Fils d’un tailleur de pierre, J. Bernard, qui présente peu d’intérêt pour les études, quitte très tôt l’école pour accompagner son père sur les chantiers où il s’occupe à restaurer les monuments médiévaux de Vienne. Il réalise alors deux éléments de portail et une tête de la République qui le font remarquer et lui permettent d’obtenir de la part de la ville une bourse d’études d’abord à l’Ecole des Beaux-Arts de Lyon en 1881, puis de Paris en 1887. Inscrit dans l’atelier de Cavelier, il n’est guère assidu, car il n’apprécie pas le modelage en vogue à l’époque et consacre l’essentiel de son temps à la peinture et au dessin qu’il étudie dans l’atelier de Juste Lefevbre et de Gustave Boulanger. En 1891, il décide d’abandonner les études pour commencer un long travail solitaire. Il subit un temps l’influence de Rodin, mais s’en libère rapidement et commence à exposer au salon de 1892. En 1921, lors d’un déménagement, il détruira une grande partie de toutes les sculptures de cette époque.
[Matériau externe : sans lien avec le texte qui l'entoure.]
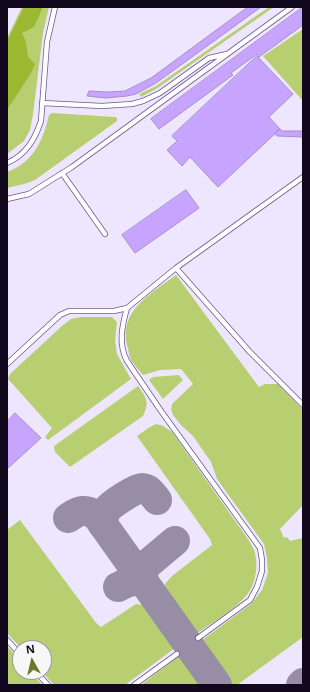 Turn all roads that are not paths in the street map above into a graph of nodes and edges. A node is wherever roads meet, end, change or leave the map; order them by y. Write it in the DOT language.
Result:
graph roads {
  1 [pos="55,7"];
  2 [pos="292,7"];
  3 [pos="231,53"];
  4 [pos="42,103"];
  5 [pos="7,163"];
  6 [pos="62,173"];
  7 [pos="303,177"];
  8 [pos="7,200"];
  9 [pos="105,234"];
  10 [pos="176,268"];
  11 [pos="127,308"];
  12 [pos="7,364"];
  13 [pos="303,405"];
  14 [pos="198,638"];
  15 [pos="177,654"];
  16 [pos="134,685"];
  1 -- 4 [label="lane"];
  2 -- 3 [label="lane"];
  3 -- 4 [label="lane"];
  3 -- 6 [label="lane"];
  4 -- 5 [label="lane"];
  6 -- 8 [label="lane"];
  6 -- 9 [label="lane"];
  7 -- 10 [label="lane"];
  10 -- 11 [label="lane"];
  10 -- 13 [label="lane"];
  11 -- 12 [label="lane"];
  11 -- 14 [label="lane"];
  15 -- 16 [label="lane"];
} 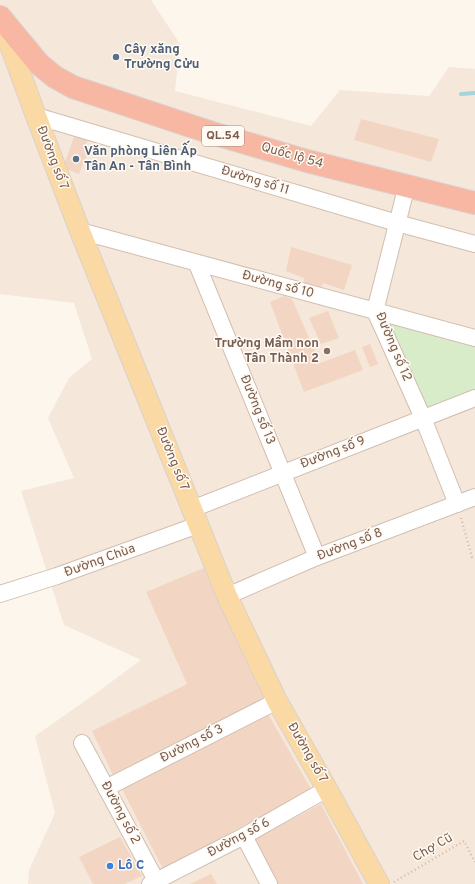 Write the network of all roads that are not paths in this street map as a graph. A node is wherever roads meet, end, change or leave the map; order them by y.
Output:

En 1900, il s’installe à la cité Falguière, ruche d’artistes où vont travailler Modigliani, Brancusi, Czaky… Comme il souhaite conserver son indépendance, il refuse de travailler comme praticien pour d’autres artistes comme le font beaucoup de ses confrères et occupe un emploi dans une imprimerie la nuit, se consacrant à son art durant le jour. Il réalisa ainsi ses premières œuvres et surtout les plus connus entre 1900 et 1921, où il est aussi connu que Bourdelle et Maillol. Ses sculptures sont toujours empreintes d’une grande douceur et répondent à des thèmes lyriques et bucoliques, chers à la période Art Déco.